Kocher and colleagues first had to find and capture the bees in the field. Because no one had worked on this species for the past two decades, it took a great deal of exploration to find it. Kocher spent months in the field trying to find the right bee. “They were very difficult to track down”, she said. “I had to search through thousands of fields to find a few where these bees lived.”After several years of searching, she now has located a number of stable populations of this species and is now beginning more detailed studies on their behavior and physiology to better understand the differences between what makes these individuals solitary or social.

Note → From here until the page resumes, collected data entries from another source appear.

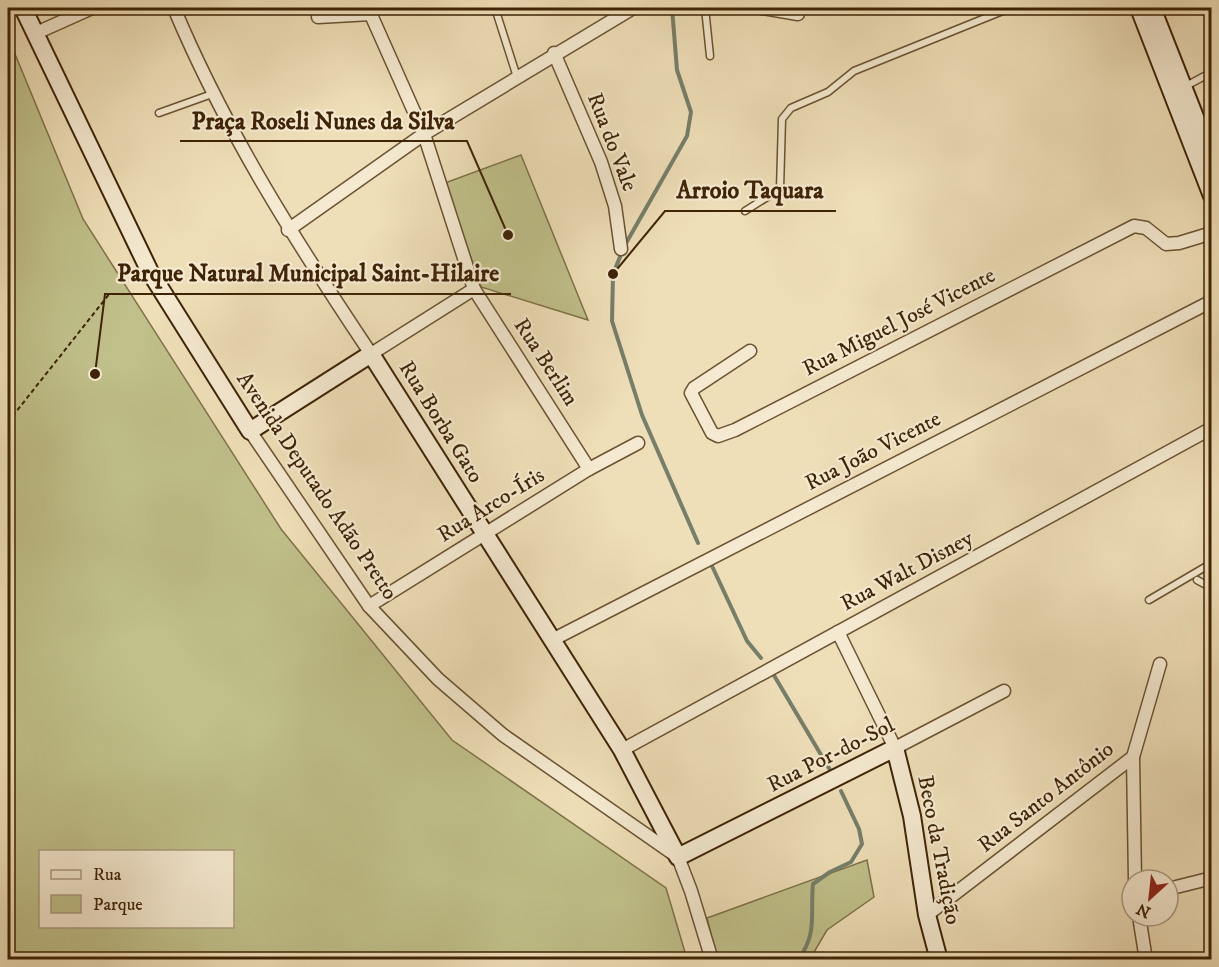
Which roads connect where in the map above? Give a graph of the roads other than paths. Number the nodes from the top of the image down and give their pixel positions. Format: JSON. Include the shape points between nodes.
{"nodes":[{"id":1,"x":23,"y":8,"type":"edge"},
{"id":2,"x":92,"y":8,"type":"edge"},
{"id":3,"x":174,"y":8,"type":"edge"},
{"id":4,"x":495,"y":8,"type":"edge"},
{"id":5,"x":633,"y":8,"type":"edge"},
{"id":6,"x":705,"y":8,"type":"edge"},
{"id":7,"x":762,"y":8,"type":"edge"},
{"id":8,"x":1010,"y":8,"type":"edge"},
{"id":9,"x":1139,"y":8,"type":"edge"},
{"id":10,"x":1152,"y":8,"type":"edge"},
{"id":11,"x":370,"y":11,"type":"edge"},
{"id":12,"x":798,"y":14,"type":"dead end"},
{"id":13,"x":318,"y":17,"type":"dead end"},
{"id":14,"x":34,"y":34,"type":"junction"},
{"id":15,"x":554,"y":54,"type":"junction"},
{"id":16,"x":710,"y":56,"type":"dead end"},
{"id":17,"x":1212,"y":72,"type":"edge"},
{"id":18,"x":516,"y":77,"type":"junction"},
{"id":19,"x":1183,"y":88,"type":"junction"},
{"id":20,"x":212,"y":94,"type":"junction"},
{"id":21,"x":159,"y":113,"type":"dead end"},
{"id":22,"x":424,"y":134,"type":"junction"},
{"id":23,"x":1212,"y":160,"type":"edge"},
{"id":24,"x":1212,"y":196,"type":"edge"},
{"id":25,"x":745,"y":211,"type":"dead end"},
{"id":26,"x":288,"y":230,"type":"junction"},
{"id":27,"x":1212,"y":233,"type":"edge"},
{"id":28,"x":621,"y":249,"type":"dead end"},
{"id":29,"x":474,"y":289,"type":"junction"},
{"id":30,"x":1212,"y":301,"type":"edge"},
{"id":31,"x":750,"y":351,"type":"dead end"},
{"id":32,"x":371,"y":354,"type":"junction"},
{"id":33,"x":1212,"y":428,"type":"edge"},
{"id":34,"x":249,"y":431,"type":"junction"},
{"id":35,"x":638,"y":443,"type":"dead end"},
{"id":36,"x":589,"y":469,"type":"junction"},
{"id":37,"x":485,"y":534,"type":"junction"},
{"id":38,"x":1212,"y":563,"type":"edge"},
{"id":39,"x":1197,"y":580,"type":"dead end"},
{"id":40,"x":1212,"y":588,"type":"edge"},
{"id":41,"x":1149,"y":600,"type":"dead end"},
{"id":42,"x":369,"y":606,"type":"junction"},
{"id":43,"x":838,"y":632,"type":"junction"},
{"id":44,"x":554,"y":639,"type":"junction"},
{"id":45,"x":1160,"y":664,"type":"dead end"},
{"id":46,"x":1004,"y":691,"type":"dead end"},
{"id":47,"x":895,"y":748,"type":"junction"},
{"id":48,"x":622,"y":750,"type":"junction"},
{"id":49,"x":1133,"y":757,"type":"junction"},
{"id":50,"x":678,"y":857,"type":"junction"},
{"id":51,"x":1135,"y":868,"type":"edge"},
{"id":52,"x":1212,"y":878,"type":"edge"},
{"id":53,"x":1180,"y":886,"type":"edge"},
{"id":54,"x":927,"y":915,"type":"junction"},
{"id":55,"x":1141,"y":928,"type":"edge"},
{"id":56,"x":712,"y":960,"type":"edge"},
{"id":57,"x":939,"y":960,"type":"edge"},
{"id":58,"x":1146,"y":960,"type":"edge"}],
"edges":[{"from":1,"to":14,"type":"street","name":"Avenida Deputado Adão Pretto"},
{"from":2,"to":14,"type":"street"},
{"from":3,"to":20,"type":"street","name":"Rua Borba Gato"},
{"from":4,"to":18,"type":"lane"},
{"from":5,"to":15,"type":"street"},
{"from":6,"to":16,"type":"lane"},
{"from":7,"to":12,"type":"street"},
{"from":8,"to":25,"type":"lane","via":[[854,71],[828,92],[791,108],[782,119],[780,189]]},
{"from":9,"to":24,"type":"street"},
{"from":10,"to":19,"type":"street"},
{"from":11,"to":13,"type":"street"},
{"from":11,"to":22,"type":"street","name":"Rua Berlim"},
{"from":14,"to":34,"type":"street","name":"Avenida Deputado Adão Pretto","via":[[150,272]]},
{"from":15,"to":18,"type":"street"},
{"from":15,"to":28,"type":"street","name":"Rua do Vale","via":[[601,162],[615,206]]},
{"from":17,"to":19,"type":"lane"},
{"from":18,"to":22,"type":"street"},
{"from":19,"to":23,"type":"street"},
{"from":20,"to":21,"type":"lane"},
{"from":20,"to":26,"type":"street","name":"Rua Borba Gato"},
{"from":22,"to":26,"type":"street"},
{"from":22,"to":29,"type":"street","name":"Rua Berlim"},
{"from":26,"to":32,"type":"street","name":"Rua Borba Gato"},
{"from":27,"to":31,"type":"street","name":"Rua Miguel José Vicente","via":[[1166,244],[1146,228],[1134,226],[718,436],[712,433],[691,393]]},
{"from":29,"to":32,"type":"street"},
{"from":29,"to":36,"type":"street","name":"Rua Berlim"},
{"from":30,"to":44,"type":"street","name":"Rua João Vicente"},
{"from":32,"to":34,"type":"street"},
{"from":32,"to":37,"type":"street","name":"Rua Borba Gato"},
{"from":33,"to":43,"type":"street","name":"Rua Walt Disney"},
{"from":34,"to":42,"type":"street","name":"Avenida Deputado Adão Pretto"},
{"from":35,"to":36,"type":"street","name":"Rua Arco-Íris"},
{"from":36,"to":37,"type":"street","name":"Rua Arco-Íris"},
{"from":37,"to":42,"type":"street","name":"Rua Arco-Íris"},
{"from":37,"to":44,"type":"street","name":"Rua Borba Gato"},
{"from":38,"to":41,"type":"lane"},
{"from":39,"to":40,"type":"lane"},
{"from":42,"to":50,"type":"street","name":"Avenida Deputado Adão Pretto","via":[[438,679],[503,735]]},
{"from":43,"to":47,"type":"street"},
{"from":43,"to":48,"type":"street","name":"Rua Walt Disney"},
{"from":44,"to":48,"type":"street","name":"Rua Borba Gato"},
{"from":45,"to":49,"type":"street"},
{"from":46,"to":47,"type":"street","name":"Rua Por-do-Sol"},
{"from":47,"to":50,"type":"street","name":"Rua Por-do-Sol"},
{"from":47,"to":54,"type":"street","name":"Beco da Tradição","via":[[912,816]]},
{"from":48,"to":50,"type":"street","name":"Rua Borba Gato"},
{"from":49,"to":51,"type":"street"},
{"from":49,"to":54,"type":"street","name":"Rua Santo Antônio"},
{"from":50,"to":56,"type":"street"},
{"from":52,"to":53,"type":"street"},
{"from":54,"to":57,"type":"street","name":"Beco da Tradição"},
{"from":55,"to":58,"type":"street"}]}
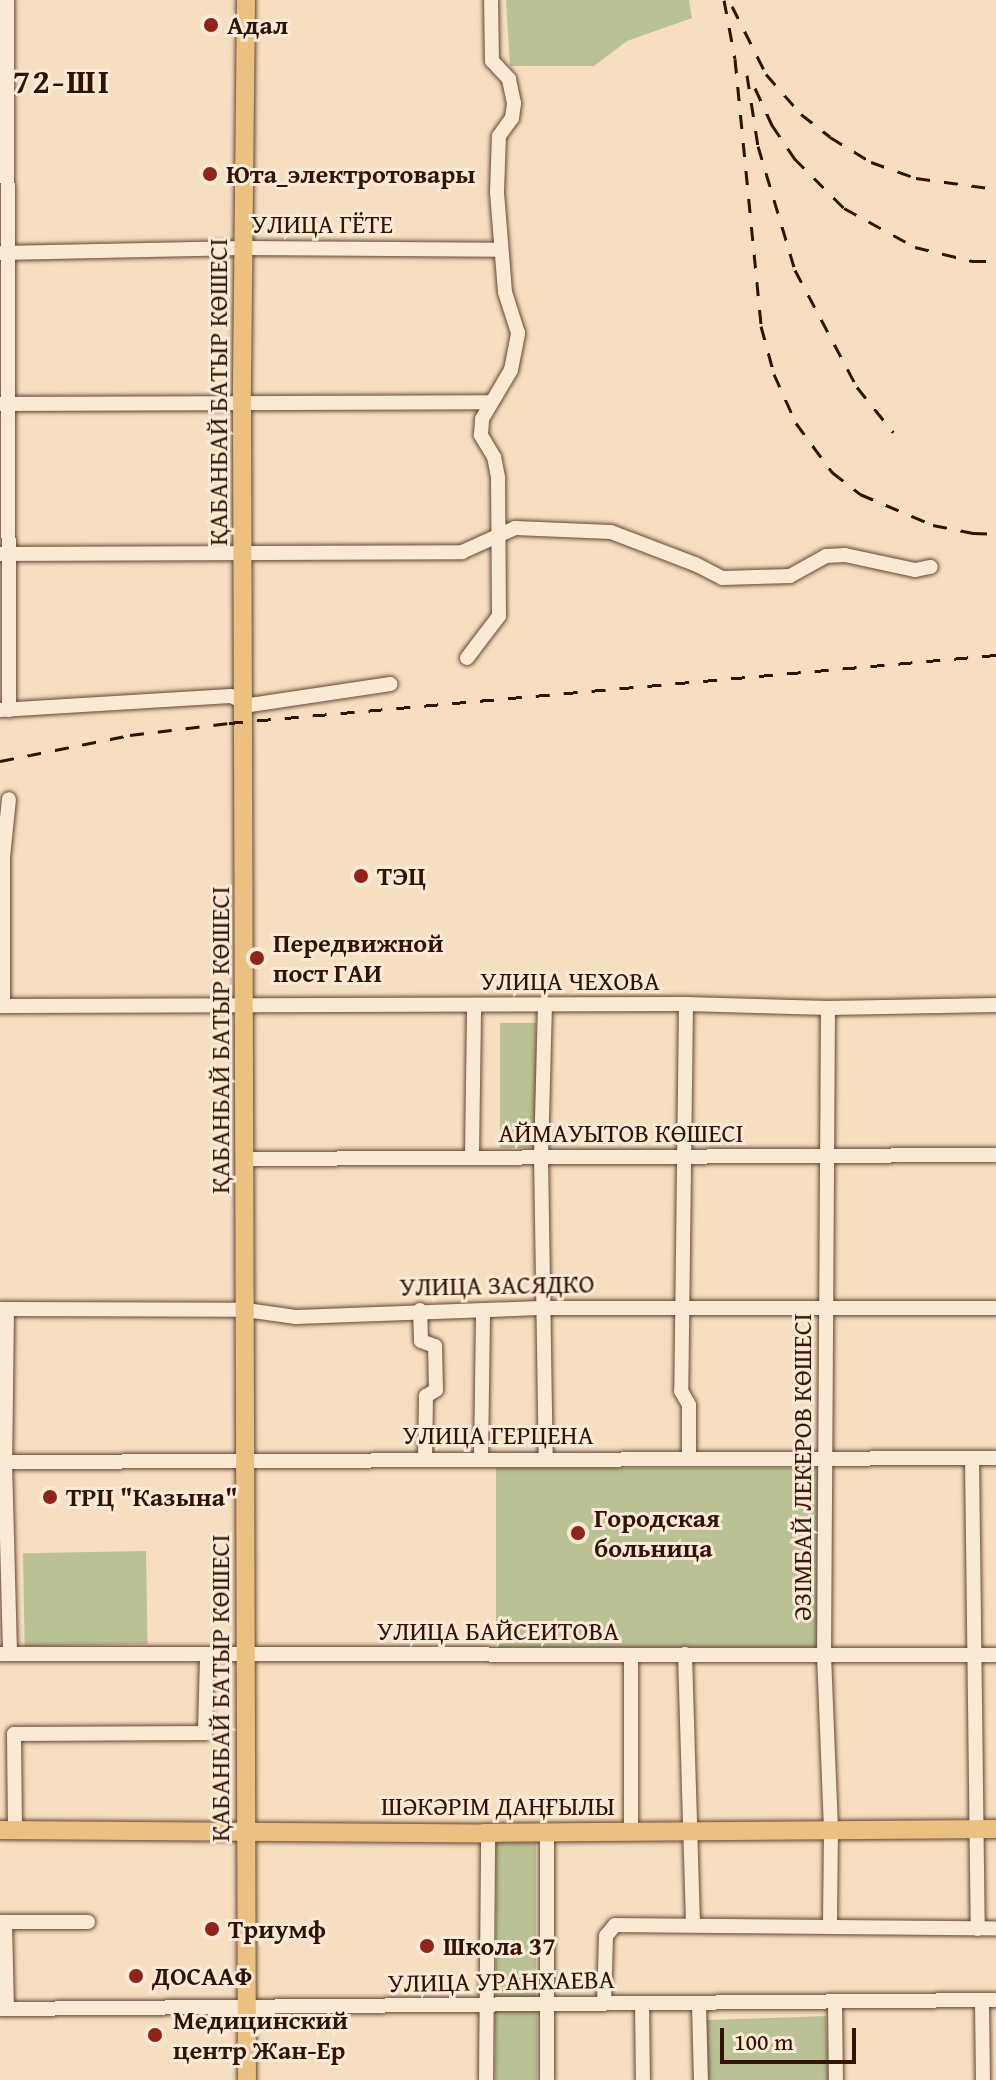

The genome sequencing was also no small feat. “We compared the Lasioglossum genome to those of other insect species, and used that to find some very interesting differences between the solitary and social populations,” said Dr. Douglas Yu, the senior scientist in this study. “We found six genes that appear to be rapidly diverging between these two social forms. Most interestingly, one of these genes encodes a putative odorant receptor, suggesting that differences in chemical signaling may be associated with differences between a cooperative and non-cooperative bee.” This is the first genome sequenced for an insect species capable of both social and solitary behavior.

 “The L. albipes genome has given us a lot of tantalizing places to start looking”, Yu said, “and now the really difficult work begins”. They are now sequencing the genomes of not one, but one hundred and twenty five individuals of this species, from both types of social forms. Using these data, they expect to find many critical genes that differ between solitary and social populations. Then, Kocher plans to conduct a series of behavioral and physiological studies to understand exactly how these genetic differences lead to the behavioral differences she observes in the field.

The research was funded by Yunnan Province, the Chinese Academy of Sciences, the National Natural Science Foundation of China, the University of East Anglia, and the State Key Laboratory of Genetic Resources and Evolution at the Kunming Institute of Zoology. It was also funded by Harvard University, the John Templeton Foundation, and the United States National Science Foundation.

“The draft genome of a socially polymorphic halictid bee, Lasioglossum albipes” is published in the journal Genome Biology on Dec. 20, 2013.

Journal reference:

Kocher, SD*, Li, C*, Yang, W, Tan, H, Yi, SV, Yang, X, Hoekstra, HE, Zhang, G, Pierce, NE, Yu, DW. (2013). The genome of a socially polymorphic halictid bee, Lasioglossum albipes. Genome Biology, 14(12):R142.